> [EXERCISE BRIEF] Print every entry below exactly, leaving out the pictures.

----

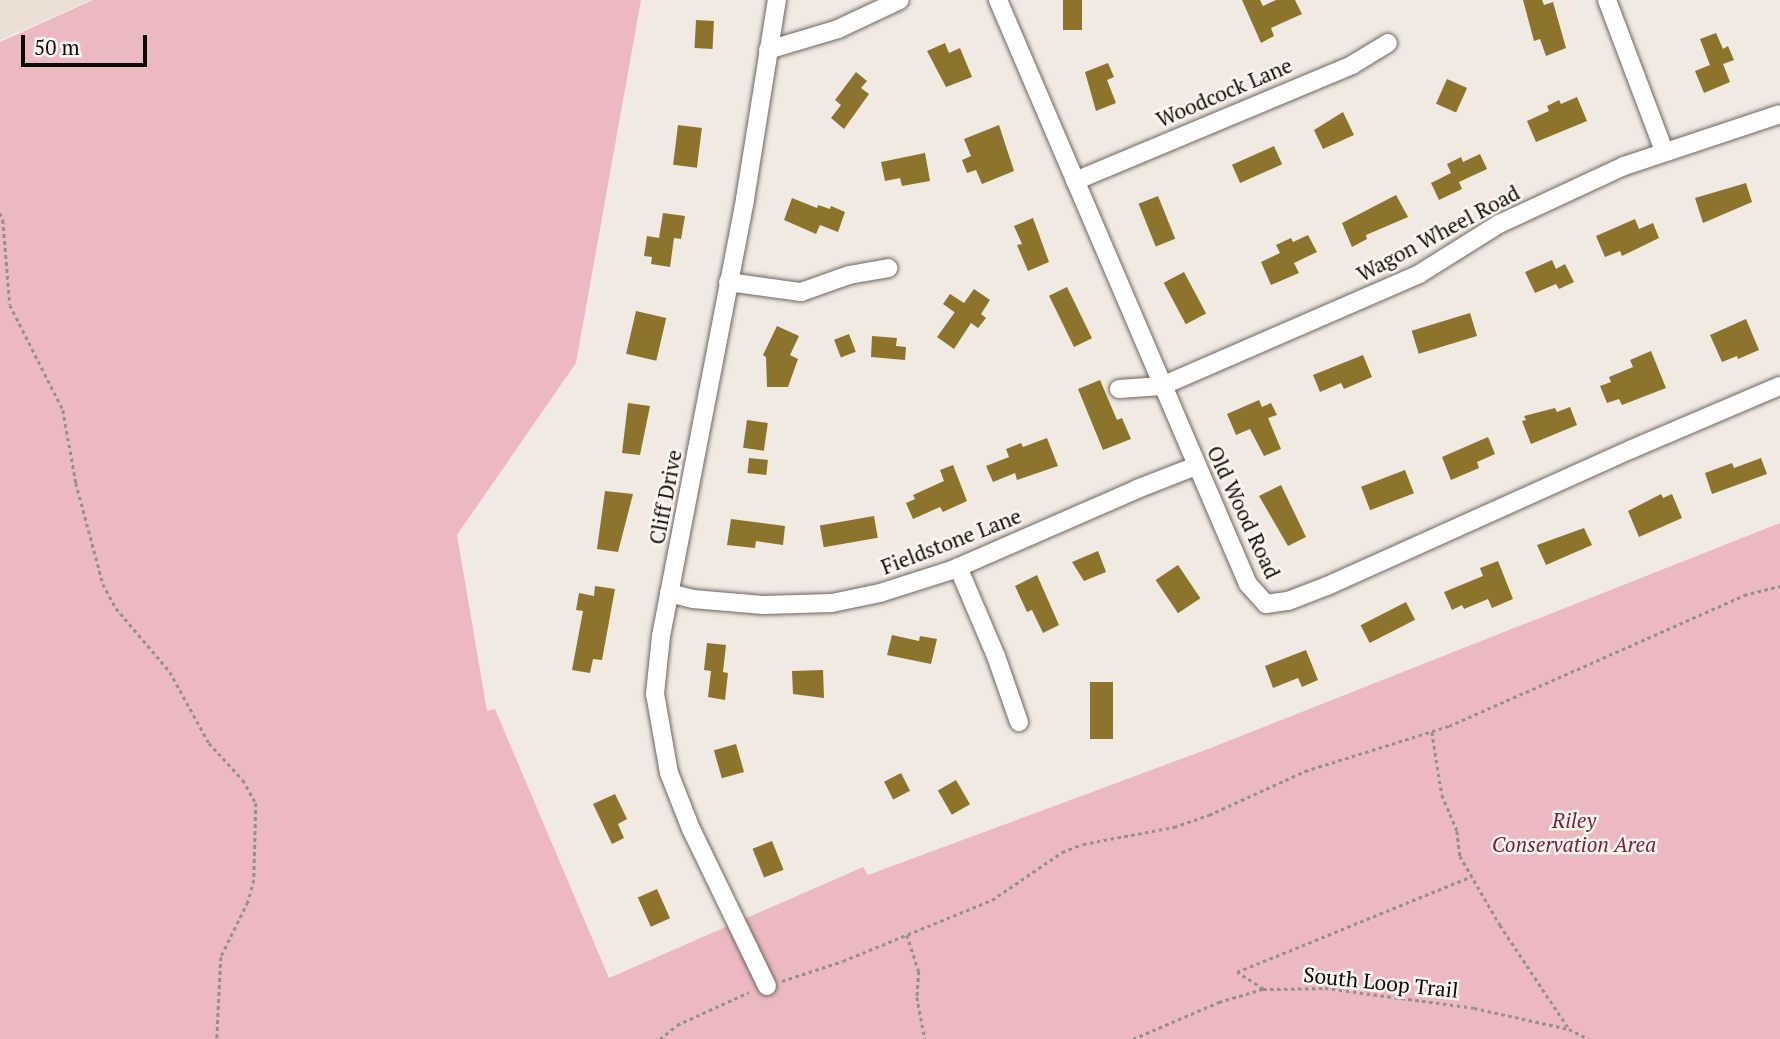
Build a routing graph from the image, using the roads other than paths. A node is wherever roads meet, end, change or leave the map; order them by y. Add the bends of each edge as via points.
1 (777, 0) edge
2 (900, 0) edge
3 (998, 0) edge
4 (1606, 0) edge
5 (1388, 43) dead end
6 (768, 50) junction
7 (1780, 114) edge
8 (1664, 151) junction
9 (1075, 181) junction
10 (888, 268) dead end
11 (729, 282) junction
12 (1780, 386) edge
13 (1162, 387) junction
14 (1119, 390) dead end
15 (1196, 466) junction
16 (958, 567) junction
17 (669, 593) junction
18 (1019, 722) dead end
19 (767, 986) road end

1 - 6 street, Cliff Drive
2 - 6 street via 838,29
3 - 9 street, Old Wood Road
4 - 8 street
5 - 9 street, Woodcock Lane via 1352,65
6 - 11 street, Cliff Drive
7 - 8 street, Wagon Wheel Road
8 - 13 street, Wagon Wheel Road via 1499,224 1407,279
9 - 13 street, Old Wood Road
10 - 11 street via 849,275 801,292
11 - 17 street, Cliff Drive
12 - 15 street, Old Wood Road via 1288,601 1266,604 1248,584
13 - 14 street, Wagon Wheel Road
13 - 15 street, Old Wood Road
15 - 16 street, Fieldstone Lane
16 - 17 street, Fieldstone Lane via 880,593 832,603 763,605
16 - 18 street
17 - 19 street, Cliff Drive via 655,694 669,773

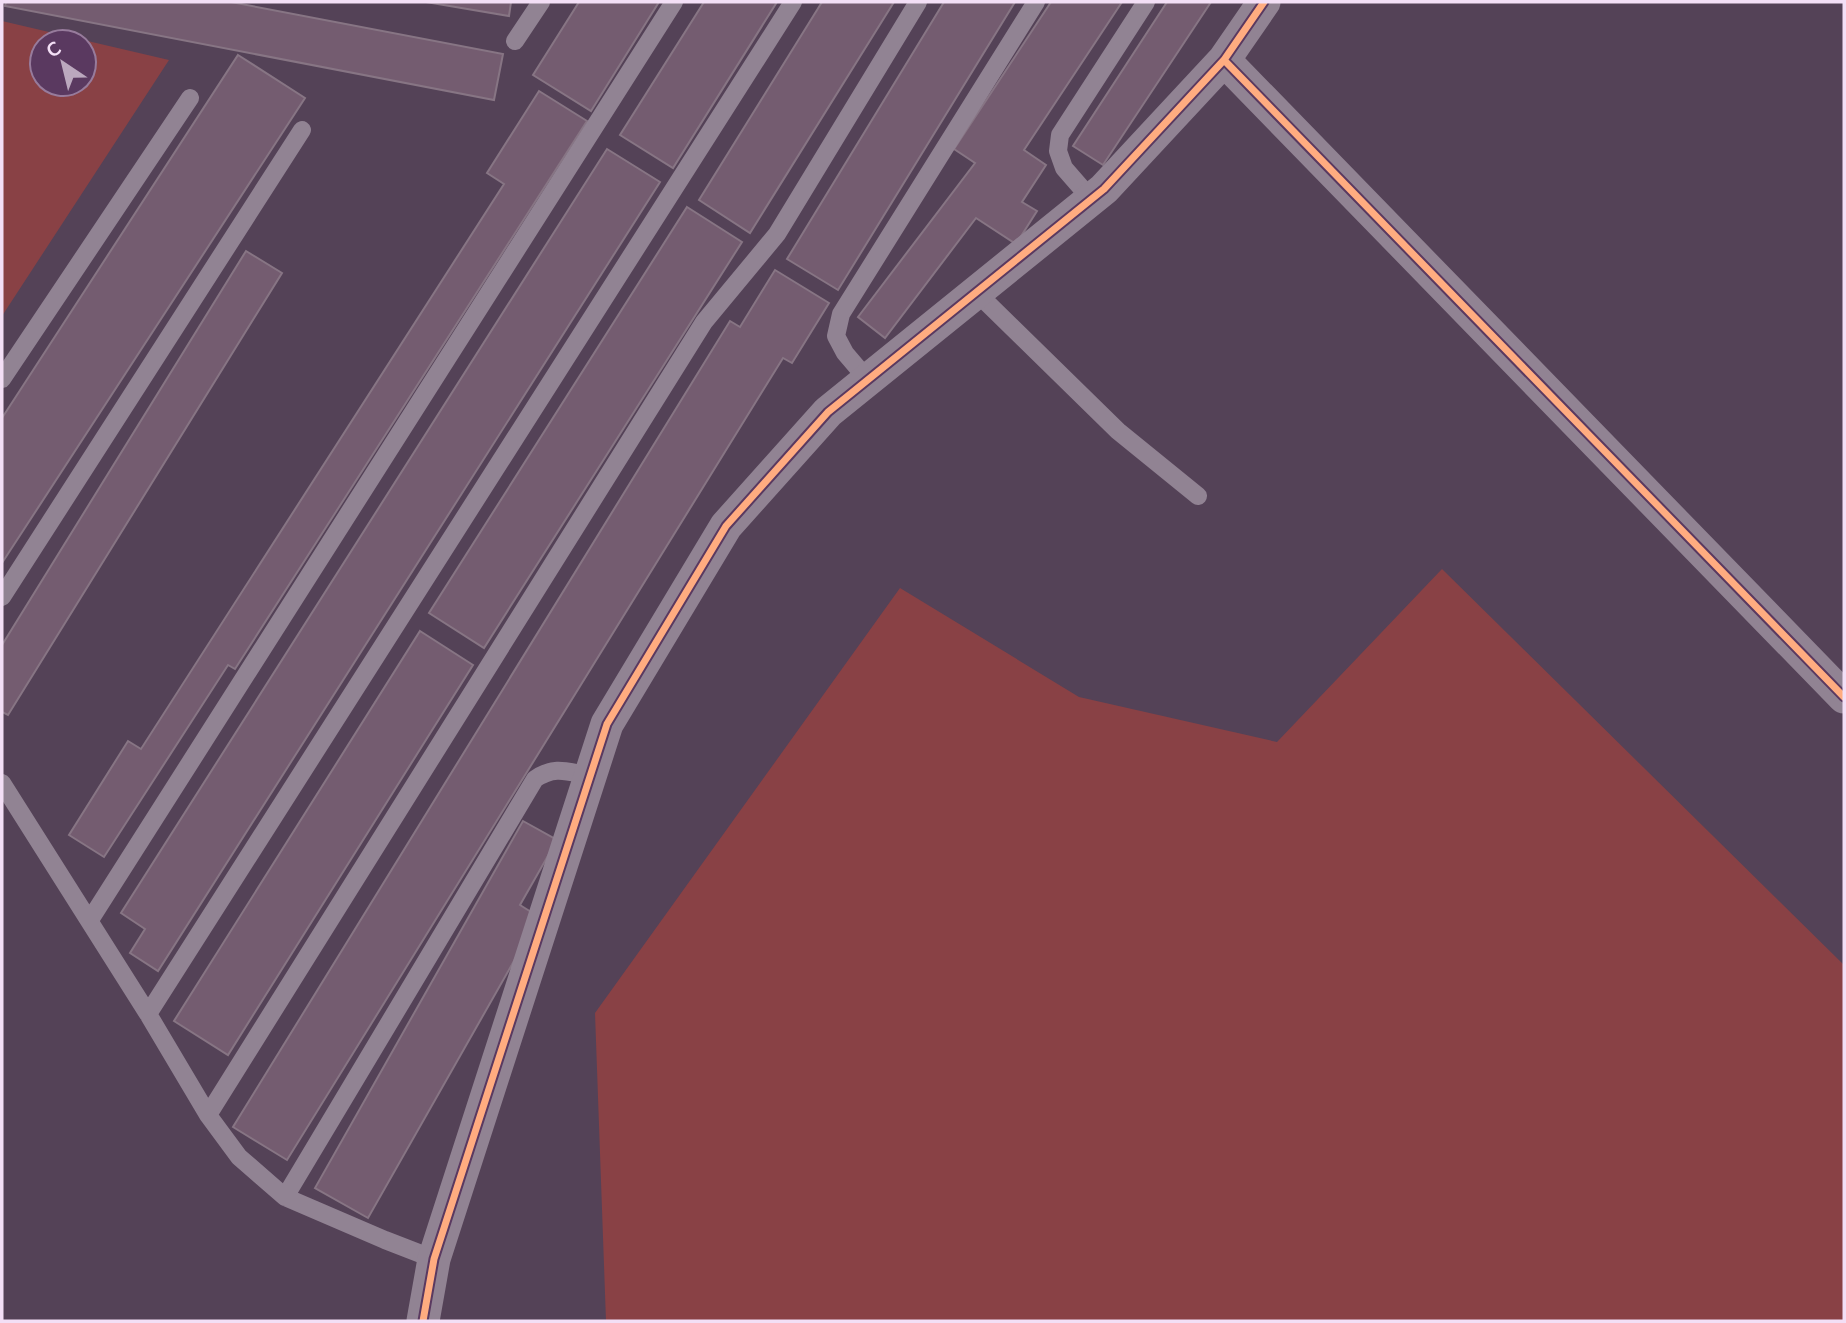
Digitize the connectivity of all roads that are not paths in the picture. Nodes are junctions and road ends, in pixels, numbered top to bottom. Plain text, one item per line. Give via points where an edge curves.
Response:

----

> [SOLUTION FOR THIS EXERCISE]
Build a routing graph from the image, using the roads other than paths. A node is wherever roads meet, end, change or leave the map; order them by y. Add the bends of each edge as via points.
1 (777, 0) edge
2 (900, 0) edge
3 (998, 0) edge
4 (1606, 0) edge
5 (1388, 43) dead end
6 (768, 50) junction
7 (1780, 114) edge
8 (1664, 151) junction
9 (1075, 181) junction
10 (888, 268) dead end
11 (729, 282) junction
12 (1780, 386) edge
13 (1162, 387) junction
14 (1119, 390) dead end
15 (1196, 466) junction
16 (958, 567) junction
17 (669, 593) junction
18 (1019, 722) dead end
19 (767, 986) road end

1 - 6 street, Cliff Drive
2 - 6 street via 838,29
3 - 9 street, Old Wood Road
4 - 8 street
5 - 9 street, Woodcock Lane via 1352,65
6 - 11 street, Cliff Drive
7 - 8 street, Wagon Wheel Road
8 - 13 street, Wagon Wheel Road via 1499,224 1407,279
9 - 13 street, Old Wood Road
10 - 11 street via 849,275 801,292
11 - 17 street, Cliff Drive
12 - 15 street, Old Wood Road via 1288,601 1266,604 1248,584
13 - 14 street, Wagon Wheel Road
13 - 15 street, Old Wood Road
15 - 16 street, Fieldstone Lane
16 - 17 street, Fieldstone Lane via 880,593 832,603 763,605
16 - 18 street
17 - 19 street, Cliff Drive via 655,694 669,773

Digitize the connectivity of all roads that are not paths in the picture. Nodes are junctions and road ends, in pixels, numbered top to bottom. Plain text, one item per line. Give via points where an edge curves.
Response:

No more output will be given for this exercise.